Posso porque tenho direito sobre meu corpo.
Posso porque tenho direito sobre meu cabelo.
Mas posso também porque sou bonita.
Metida, não? Não.
Reconhecer privilégios, características, reconhecer-se a si é
necessário, é um ato político.
Ok, voltemos à frase.
Muita gente, assim que meu cabelo deu uma crescidinha (ou seja, depois
do susto/rejeição iniciais) veio me dizer o quanto eu fiquei bonita ou mais
bonita do que antes com o cabelo assim. Isso me faz pensar em algumas coisas: A
primeira se refere ao que significa o cabelo para as pessoas negras. Não vou
entrar em uma profunda discussão sobre isso, mas afirmo: assumir o cabelo crespo é sinônimo de resistência. Senti isso na pele desde
quase sempre, porque não me lembro de já ter realmente gostado de alisar o
cabelo (e pouco andei com ele liso). Minha trajetória capilar foi basicamente:
Tranças de todos os tipos, escova, tranças, coque, tranças, Black Power grande,
Black Power médio, Black Power pequeno, máquina zero. Hoje estou no
"cotoquinho", já que tem mais ou menos um mês que "zerei".
Assim:
Então, como podem perceber, quase sempre assumi a estética negra de
várias formas, mas afirmo com certeza que com o Black Power, especialmente
médio e grande, passei pelos momentos de racismo mais marcantes que me recordo.
É claro que essa percepção se associa também à minha percepção enquanto mulher
negra, sujeita a todas as barbaridades a que estamos sujeitas; enquanto sujeito
político e enquanto estudante de psicologia. Na medida em que se sabe mais
sobre as coisas, percebe-se mais a elas também, e é claro que nesse contexto o
racismo se faz mais evidente. Mas longe de ser só por isso, são realmente
dolorosos os olhares, comentários, as risadas e os dedos apontados para mim e
meu cabelo. O terminal de ônibus que é sempre uma experiência antropológica
interessantíssima, tem sido quase um locus de pesquisa (quem sabe não seja
mesmo...). Já paguei a mais pegando ônibus em outros lugares por estar cansada
ou fragilizada demais pra enfrentar essas manifestações. Se cansa ter um ônibus
inteiro olhando pra você, imagina um terminal lotado?! Mas resisti. Resisto. E
por três anos mantive minha linda juba (eu realmente adoro chamar meu cabelo de
juba, ainda que tenha um significado depreciativo para algumas pessoas, me
deixa bem feliz pensar em mim mesma como uma leoa de juba, além disso eu adoro
brincar com signos tenho ascendente em
leão e pra finalizar acho poderosa a ideia da imponência que a juba traz,
quédizê!),então, por três anos mantive minha juba bem visível e exposta a todos
os tipos de comentários. Mas pra além dos comentários ruins, eu já chorei
demais e choro até hoje ao pensar no impacto social dessa decisão. Os olhares
encantados, principalmente das meninas, para meu cabelo, os depoimentos de
pessoas que resolveram soltar suas lindas madeixas depois de me verem, as
discussões que foram iniciadas a partir de comentários sobre meus cabelos...

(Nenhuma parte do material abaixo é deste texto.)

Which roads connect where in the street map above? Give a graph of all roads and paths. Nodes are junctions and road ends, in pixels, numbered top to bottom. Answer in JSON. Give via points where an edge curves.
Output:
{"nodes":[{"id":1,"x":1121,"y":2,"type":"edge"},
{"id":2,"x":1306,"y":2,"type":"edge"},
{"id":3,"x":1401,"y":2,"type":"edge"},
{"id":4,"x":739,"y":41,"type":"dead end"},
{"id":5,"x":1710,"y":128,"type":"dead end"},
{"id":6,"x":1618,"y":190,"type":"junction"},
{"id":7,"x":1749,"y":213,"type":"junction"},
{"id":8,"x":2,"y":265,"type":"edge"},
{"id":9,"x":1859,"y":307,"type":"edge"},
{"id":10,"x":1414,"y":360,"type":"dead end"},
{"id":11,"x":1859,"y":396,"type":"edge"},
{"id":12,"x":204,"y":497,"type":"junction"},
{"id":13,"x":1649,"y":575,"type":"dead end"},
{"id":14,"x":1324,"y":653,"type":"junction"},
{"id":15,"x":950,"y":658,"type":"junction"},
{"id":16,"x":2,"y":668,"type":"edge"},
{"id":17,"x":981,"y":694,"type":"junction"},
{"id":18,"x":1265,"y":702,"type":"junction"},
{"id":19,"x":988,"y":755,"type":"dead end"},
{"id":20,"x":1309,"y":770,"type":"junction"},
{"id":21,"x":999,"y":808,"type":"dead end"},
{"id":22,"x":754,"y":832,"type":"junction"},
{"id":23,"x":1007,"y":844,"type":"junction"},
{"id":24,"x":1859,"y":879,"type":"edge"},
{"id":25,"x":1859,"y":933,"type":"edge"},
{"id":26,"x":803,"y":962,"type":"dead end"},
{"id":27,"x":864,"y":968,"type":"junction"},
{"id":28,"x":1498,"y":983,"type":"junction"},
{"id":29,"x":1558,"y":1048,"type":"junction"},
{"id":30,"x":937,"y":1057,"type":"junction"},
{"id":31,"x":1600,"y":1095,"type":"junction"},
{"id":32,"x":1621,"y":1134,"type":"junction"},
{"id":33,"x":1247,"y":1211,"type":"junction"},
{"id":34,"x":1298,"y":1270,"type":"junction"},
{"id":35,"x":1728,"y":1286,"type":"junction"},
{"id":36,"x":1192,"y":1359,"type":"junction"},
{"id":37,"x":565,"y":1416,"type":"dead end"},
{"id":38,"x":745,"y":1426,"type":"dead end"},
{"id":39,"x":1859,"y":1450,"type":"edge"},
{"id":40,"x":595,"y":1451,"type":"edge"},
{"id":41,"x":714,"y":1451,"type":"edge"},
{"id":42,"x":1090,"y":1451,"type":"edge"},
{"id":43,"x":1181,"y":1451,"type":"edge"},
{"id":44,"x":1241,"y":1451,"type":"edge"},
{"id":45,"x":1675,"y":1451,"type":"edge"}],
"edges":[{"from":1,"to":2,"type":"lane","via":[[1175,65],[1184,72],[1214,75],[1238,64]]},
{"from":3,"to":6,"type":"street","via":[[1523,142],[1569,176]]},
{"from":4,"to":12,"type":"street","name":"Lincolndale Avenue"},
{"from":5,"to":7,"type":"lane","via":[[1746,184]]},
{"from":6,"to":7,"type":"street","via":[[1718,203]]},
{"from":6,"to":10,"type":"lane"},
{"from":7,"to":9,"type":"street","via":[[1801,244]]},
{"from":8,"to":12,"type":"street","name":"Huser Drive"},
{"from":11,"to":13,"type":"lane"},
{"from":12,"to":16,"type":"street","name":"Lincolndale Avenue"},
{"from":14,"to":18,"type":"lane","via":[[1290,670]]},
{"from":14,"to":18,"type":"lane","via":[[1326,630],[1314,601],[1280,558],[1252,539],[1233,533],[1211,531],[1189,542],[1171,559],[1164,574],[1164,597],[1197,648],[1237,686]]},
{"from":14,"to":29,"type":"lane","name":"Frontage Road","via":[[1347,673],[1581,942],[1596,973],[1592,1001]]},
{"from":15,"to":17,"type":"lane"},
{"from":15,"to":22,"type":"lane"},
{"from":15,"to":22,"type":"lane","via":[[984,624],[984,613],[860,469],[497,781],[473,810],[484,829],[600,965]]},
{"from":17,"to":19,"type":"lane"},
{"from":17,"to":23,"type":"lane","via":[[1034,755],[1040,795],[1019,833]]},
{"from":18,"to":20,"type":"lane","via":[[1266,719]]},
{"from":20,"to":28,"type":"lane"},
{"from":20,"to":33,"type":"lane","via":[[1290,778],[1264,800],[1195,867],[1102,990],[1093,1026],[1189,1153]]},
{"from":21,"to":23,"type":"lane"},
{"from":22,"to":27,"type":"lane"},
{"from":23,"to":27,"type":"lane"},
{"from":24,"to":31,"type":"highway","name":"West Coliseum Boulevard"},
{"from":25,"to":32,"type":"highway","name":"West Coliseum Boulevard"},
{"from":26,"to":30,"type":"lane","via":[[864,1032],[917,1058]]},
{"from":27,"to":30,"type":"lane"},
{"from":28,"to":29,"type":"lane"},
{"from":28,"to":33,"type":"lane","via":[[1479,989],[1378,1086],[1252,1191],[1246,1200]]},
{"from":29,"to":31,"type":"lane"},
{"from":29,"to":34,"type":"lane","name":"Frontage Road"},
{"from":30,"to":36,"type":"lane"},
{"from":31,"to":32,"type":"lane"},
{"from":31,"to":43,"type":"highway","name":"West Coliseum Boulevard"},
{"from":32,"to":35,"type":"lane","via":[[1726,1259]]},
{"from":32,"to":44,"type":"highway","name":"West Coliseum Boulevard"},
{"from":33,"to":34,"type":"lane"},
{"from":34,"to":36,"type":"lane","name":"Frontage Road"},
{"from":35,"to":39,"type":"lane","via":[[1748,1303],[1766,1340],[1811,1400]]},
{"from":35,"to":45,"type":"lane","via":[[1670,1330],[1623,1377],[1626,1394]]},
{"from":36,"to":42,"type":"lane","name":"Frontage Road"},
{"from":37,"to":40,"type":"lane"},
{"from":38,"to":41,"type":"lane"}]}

tanta coisa boa! Bem, acho que já deu pra perceber o poder da cabeleira preta,
né?! Pois bem. Se meus cachos altos e volumosos afetam a ponto de acionar
reações de encanto e de profundo desprezo, significa que têm um poder
transformador. São, reforçando o que eu havia dito, ferramentas de resistência.
Resisto por que incomodo, incomodo porque resisto. Deixo de incomodar quando
elimino minha ferramenta de resistência. (Será?!) Eis, finalmente, o motivo do
meu incômodo. Muitas das pessoas que me elogiaram enquanto eu estava com o
Black Power (e que eu sabia que era falsidade, porque sim, a gente sabe) ficaram
felicíssimas com o novo visual. Por incrível que pareça (pra mim foi), uma
negra careca passa muito mais invisível pela existência do que uma negra Black Power.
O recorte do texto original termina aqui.